The patient, a 74-year-old G4P4 female, reported new-onset postmenopausal vaginal bleeding characterized by the passage of multiple small clots and sudden vaginal pressure.
Her medical history included a total vaginal hysterectomy and midurethral sling surgery performed 5-7 years before her presentation for postmenopausal bleeding and stress urinary incontinence. She had had four prior vaginal births and was morbidly obese with a BMI of 71.97 kg/m2. She suffered from atrial fibrillation – was on apixaban; hyperlipidemia; had a history of breast cancer with unilateral mastectomy; hypothyroidism; pulmonary hypertension; chronic diastolic congestive heart failure; depression; stage 3b kidney failure; and lymphedema.
The initial pelvic exam, limited by her body habitus and mobility, revealed a grey-white, rough mass at the vaginal introitus, firm on bimanual examination, along with a malodorous bloody discharge.

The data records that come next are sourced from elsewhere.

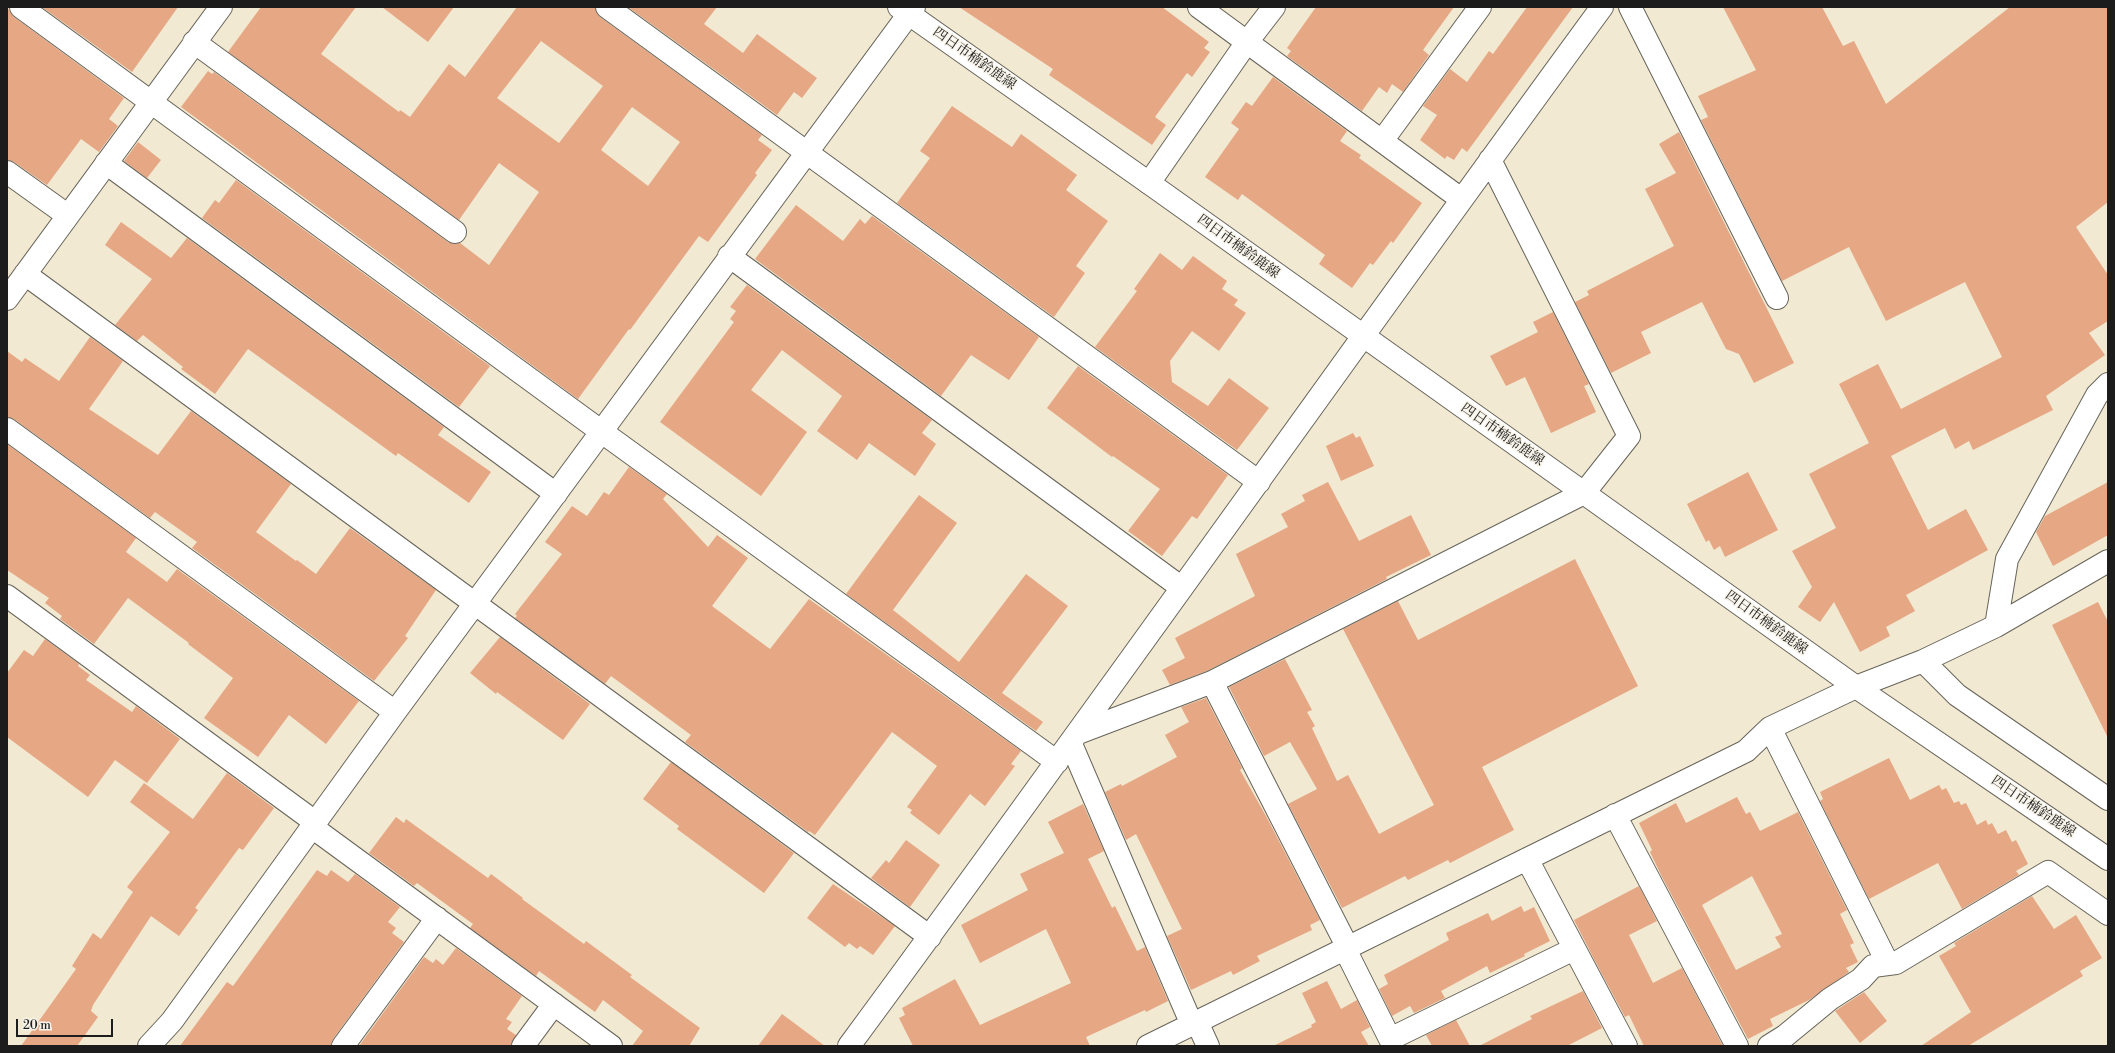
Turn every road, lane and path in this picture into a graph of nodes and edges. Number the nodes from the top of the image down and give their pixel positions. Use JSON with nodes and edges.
{"nodes":[{"id":1,"x":22,"y":7,"type":"edge"},
{"id":2,"x":221,"y":7,"type":"edge"},
{"id":3,"x":607,"y":7,"type":"edge"},
{"id":4,"x":1198,"y":7,"type":"edge"},
{"id":5,"x":1274,"y":7,"type":"edge"},
{"id":6,"x":1480,"y":7,"type":"edge"},
{"id":7,"x":1602,"y":7,"type":"edge"},
{"id":8,"x":1630,"y":7,"type":"edge"},
{"id":9,"x":907,"y":9,"type":"edge"},
{"id":10,"x":194,"y":42,"type":"junction"},
{"id":11,"x":1247,"y":42,"type":"junction"},
{"id":12,"x":150,"y":101,"type":"junction"},
{"id":13,"x":1382,"y":141,"type":"junction"},
{"id":14,"x":806,"y":152,"type":"junction"},
{"id":15,"x":1490,"y":160,"type":"junction"},
{"id":16,"x":106,"y":163,"type":"junction"},
{"id":17,"x":7,"y":172,"type":"edge"},
{"id":18,"x":1149,"y":182,"type":"junction"},
{"id":19,"x":1461,"y":199,"type":"junction"},
{"id":20,"x":67,"y":215,"type":"junction"},
{"id":21,"x":455,"y":232,"type":"dead end"},
{"id":22,"x":729,"y":256,"type":"junction"},
{"id":23,"x":25,"y":274,"type":"junction"},
{"id":24,"x":1777,"y":298,"type":"dead end"},
{"id":25,"x":7,"y":299,"type":"edge"},
{"id":26,"x":1363,"y":337,"type":"junction"},
{"id":27,"x":2108,"y":384,"type":"edge"},
{"id":28,"x":7,"y":429,"type":"edge"},
{"id":29,"x":602,"y":432,"type":"junction"},
{"id":30,"x":1259,"y":482,"type":"junction"},
{"id":31,"x":1584,"y":493,"type":"junction"},
{"id":32,"x":556,"y":494,"type":"junction"},
{"id":33,"x":2105,"y":569,"type":"edge"},
{"id":34,"x":1182,"y":588,"type":"junction"},
{"id":35,"x":7,"y":596,"type":"edge"},
{"id":36,"x":475,"y":603,"type":"junction"},
{"id":37,"x":1996,"y":626,"type":"junction"},
{"id":38,"x":1923,"y":661,"type":"junction"},
{"id":39,"x":1212,"y":682,"type":"junction"},
{"id":40,"x":1856,"y":687,"type":"junction"},
{"id":41,"x":395,"y":712,"type":"junction"},
{"id":42,"x":1770,"y":728,"type":"junction"},
{"id":43,"x":1074,"y":738,"type":"junction"},
{"id":44,"x":1057,"y":762,"type":"junction"},
{"id":45,"x":2108,"y":799,"type":"edge"},
{"id":46,"x":1614,"y":815,"type":"junction"},
{"id":47,"x":314,"y":825,"type":"junction"},
{"id":48,"x":1527,"y":859,"type":"junction"},
{"id":49,"x":2108,"y":859,"type":"edge"},
{"id":50,"x":2108,"y":914,"type":"edge"},
{"id":51,"x":437,"y":918,"type":"junction"},
{"id":52,"x":930,"y":937,"type":"junction"},
{"id":53,"x":1346,"y":948,"type":"junction"},
{"id":54,"x":1574,"y":949,"type":"junction"},
{"id":55,"x":1888,"y":964,"type":"junction"},
{"id":56,"x":554,"y":1004,"type":"junction"},
{"id":57,"x":1194,"y":1024,"type":"junction"},
{"id":58,"x":149,"y":1046,"type":"edge"},
{"id":59,"x":343,"y":1046,"type":"edge"},
{"id":60,"x":523,"y":1046,"type":"edge"},
{"id":61,"x":611,"y":1046,"type":"edge"},
{"id":62,"x":849,"y":1046,"type":"edge"},
{"id":63,"x":1148,"y":1046,"type":"edge"},
{"id":64,"x":1208,"y":1046,"type":"edge"},
{"id":65,"x":1626,"y":1046,"type":"edge"},
{"id":66,"x":1737,"y":1046,"type":"edge"},
{"id":67,"x":1769,"y":1046,"type":"edge"}],
"edges":[{"from":1,"to":12,"type":"street"},
{"from":2,"to":10,"type":"street"},
{"from":3,"to":14,"type":"street"},
{"from":4,"to":11,"type":"street"},
{"from":5,"to":11,"type":"street"},
{"from":6,"to":13,"type":"street"},
{"from":7,"to":15,"type":"street"},
{"from":8,"to":24,"type":"street"},
{"from":9,"to":14,"type":"street"},
{"from":9,"to":18,"type":"street","name":"四日市楠鈴鹿線"},
{"from":10,"to":12,"type":"street"},
{"from":10,"to":21,"type":"street"},
{"from":11,"to":13,"type":"street"},
{"from":11,"to":18,"type":"street"},
{"from":12,"to":16,"type":"street"},
{"from":12,"to":29,"type":"street"},
{"from":13,"to":19,"type":"street"},
{"from":14,"to":22,"type":"street"},
{"from":14,"to":30,"type":"street"},
{"from":15,"to":19,"type":"street"},
{"from":15,"to":31,"type":"street"},
{"from":16,"to":20,"type":"street"},
{"from":16,"to":32,"type":"street"},
{"from":17,"to":20,"type":"street"},
{"from":18,"to":26,"type":"street","name":"四日市楠鈴鹿線"},
{"from":19,"to":26,"type":"street"},
{"from":20,"to":23,"type":"street"},
{"from":22,"to":29,"type":"street"},
{"from":22,"to":34,"type":"street"},
{"from":23,"to":25,"type":"street"},
{"from":23,"to":36,"type":"street"},
{"from":26,"to":30,"type":"street"},
{"from":26,"to":31,"type":"street","name":"四日市楠鈴鹿線"},
{"from":27,"to":37,"type":"street"},
{"from":28,"to":41,"type":"street"},
{"from":29,"to":32,"type":"street"},
{"from":29,"to":44,"type":"street"},
{"from":30,"to":34,"type":"street"},
{"from":31,"to":39,"type":"street"},
{"from":31,"to":40,"type":"street","name":"四日市楠鈴鹿線"},
{"from":32,"to":36,"type":"street"},
{"from":33,"to":37,"type":"street"},
{"from":34,"to":43,"type":"street"},
{"from":35,"to":47,"type":"street"},
{"from":36,"to":41,"type":"street"},
{"from":36,"to":52,"type":"street"},
{"from":37,"to":38,"type":"street"},
{"from":38,"to":40,"type":"street"},
{"from":38,"to":45,"type":"street"},
{"from":39,"to":43,"type":"street"},
{"from":39,"to":53,"type":"street"},
{"from":40,"to":42,"type":"street"},
{"from":40,"to":49,"type":"street","name":"四日市楠鈴鹿線"},
{"from":41,"to":47,"type":"street"},
{"from":42,"to":46,"type":"street"},
{"from":42,"to":55,"type":"street"},
{"from":43,"to":44,"type":"street"},
{"from":43,"to":57,"type":"street"},
{"from":44,"to":52,"type":"street"},
{"from":46,"to":48,"type":"street"},
{"from":46,"to":66,"type":"street"},
{"from":47,"to":51,"type":"street"},
{"from":47,"to":58,"type":"street"},
{"from":48,"to":53,"type":"street"},
{"from":48,"to":54,"type":"street"},
{"from":50,"to":55,"type":"street"},
{"from":51,"to":56,"type":"street"},
{"from":51,"to":59,"type":"street"},
{"from":52,"to":62,"type":"street"},
{"from":53,"to":54,"type":"street"},
{"from":53,"to":57,"type":"street"},
{"from":54,"to":65,"type":"street"},
{"from":55,"to":67,"type":"street"},
{"from":56,"to":60,"type":"street"},
{"from":56,"to":61,"type":"street"},
{"from":57,"to":63,"type":"street"},
{"from":57,"to":64,"type":"street"}]}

Laboratory tests indicated leukocytosis without anemia. An abdominal CT scan suggested a 14 × 11 cm pelvic mass and mild bilateral hydronephrosis – later identified as a distended bladder due to hemorrhagic cystitis. The CT scan also showed a calcified mass in the vaginal or bladder area.
The patient underwent a pelvic exam under general anesthesia with cystourethroscopy and resection of the vaginal mass. Intraoperatively, gynecologic oncology and urology were consulted due to concerns about malignancy and potential urethral/bladder involvement. The calcified vaginal mass, adherent to the anterior vaginal wall, was excised at the midurethra. Underlying the calcified mass was exposed mesh from her previous midurethral sling, a small portion of which was removed, and the surrounding mucosa was sutured with delayed absorbable sutures. Cystourethroscopy showed no fistula or injury to the urethra or bladder but revealed gross bladder mucosal inflammation consistent with hemorrhagic cystitis. Clots and blood were evacuated from the bladder.

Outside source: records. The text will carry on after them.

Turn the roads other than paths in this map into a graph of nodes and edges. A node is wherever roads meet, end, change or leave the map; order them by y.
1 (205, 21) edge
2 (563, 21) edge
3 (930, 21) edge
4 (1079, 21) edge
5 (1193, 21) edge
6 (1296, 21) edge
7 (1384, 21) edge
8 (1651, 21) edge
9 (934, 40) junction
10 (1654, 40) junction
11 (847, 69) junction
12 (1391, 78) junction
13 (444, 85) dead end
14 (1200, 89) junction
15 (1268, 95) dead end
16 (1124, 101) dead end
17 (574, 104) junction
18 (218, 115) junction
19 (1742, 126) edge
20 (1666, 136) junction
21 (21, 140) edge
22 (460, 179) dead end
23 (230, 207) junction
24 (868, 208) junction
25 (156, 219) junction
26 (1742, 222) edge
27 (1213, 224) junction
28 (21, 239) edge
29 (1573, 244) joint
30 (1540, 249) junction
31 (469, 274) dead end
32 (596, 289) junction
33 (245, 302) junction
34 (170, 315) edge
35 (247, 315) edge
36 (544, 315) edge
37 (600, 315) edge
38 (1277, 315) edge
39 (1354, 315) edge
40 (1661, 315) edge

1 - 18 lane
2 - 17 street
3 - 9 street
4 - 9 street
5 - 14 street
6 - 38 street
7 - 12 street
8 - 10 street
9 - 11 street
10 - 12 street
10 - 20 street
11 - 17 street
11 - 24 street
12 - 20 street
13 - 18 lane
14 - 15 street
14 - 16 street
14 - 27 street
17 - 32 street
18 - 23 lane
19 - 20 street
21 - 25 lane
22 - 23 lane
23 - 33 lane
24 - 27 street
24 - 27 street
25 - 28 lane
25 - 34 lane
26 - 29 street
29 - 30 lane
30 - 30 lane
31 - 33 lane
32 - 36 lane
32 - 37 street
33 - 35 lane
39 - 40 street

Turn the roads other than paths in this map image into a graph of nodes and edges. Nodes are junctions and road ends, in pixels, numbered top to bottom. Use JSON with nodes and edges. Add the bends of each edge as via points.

Surgical pathology identified the vaginal mass as a 2.4 × 2.0 × 1.7 cm white/tan, firm, calcified mass with visible mesh, consisting of amorphous material and calcifications without viable epithelium.

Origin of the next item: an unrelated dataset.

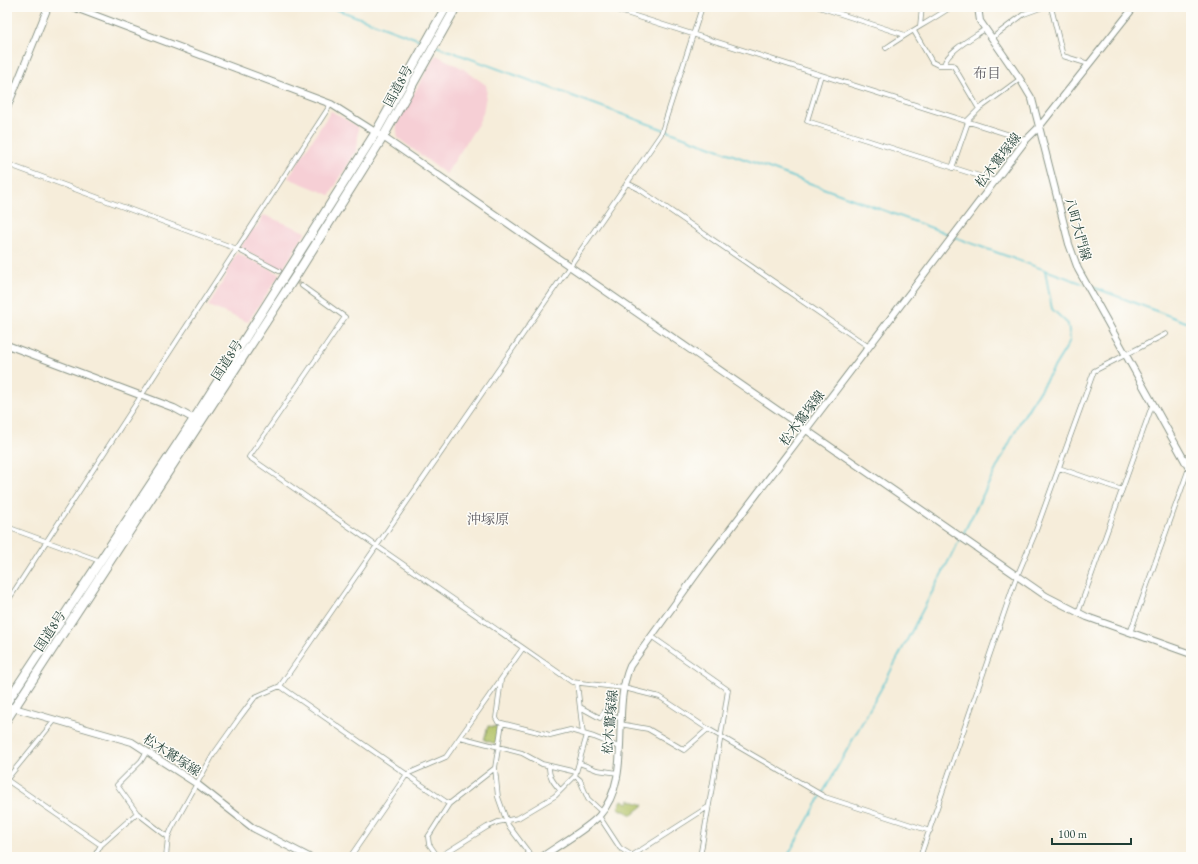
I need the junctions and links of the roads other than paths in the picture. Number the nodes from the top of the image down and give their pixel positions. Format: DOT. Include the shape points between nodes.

The lady developed an intraoperative fever and was started on broad-spectrum antibiotics, later transitioned to IV ceftriaxone until discharge. She had no additional fevers during her hospital stay. Blood and urine cultures were positive for Proteus mirabilis.
Her Foley catheter was removed on hospital day 6, and she was discharged to an extended care facility on oral cefuroxime. Follow-up with her cardiologist a month later indicated no recurrence of vaginal bleeding.
This case highlights the rare complication of large vaginal calculus formation on exposed midurethral sling mesh in an elderly immobile patient. The etiology is multifactorial, involving mesh erosion, chronic urinary incontinence, urinary stasis due to immobility and body habitus, lack of gynecological follow-up, and acute hemorrhagic cystitis secondary to Proteus mirabilis infection.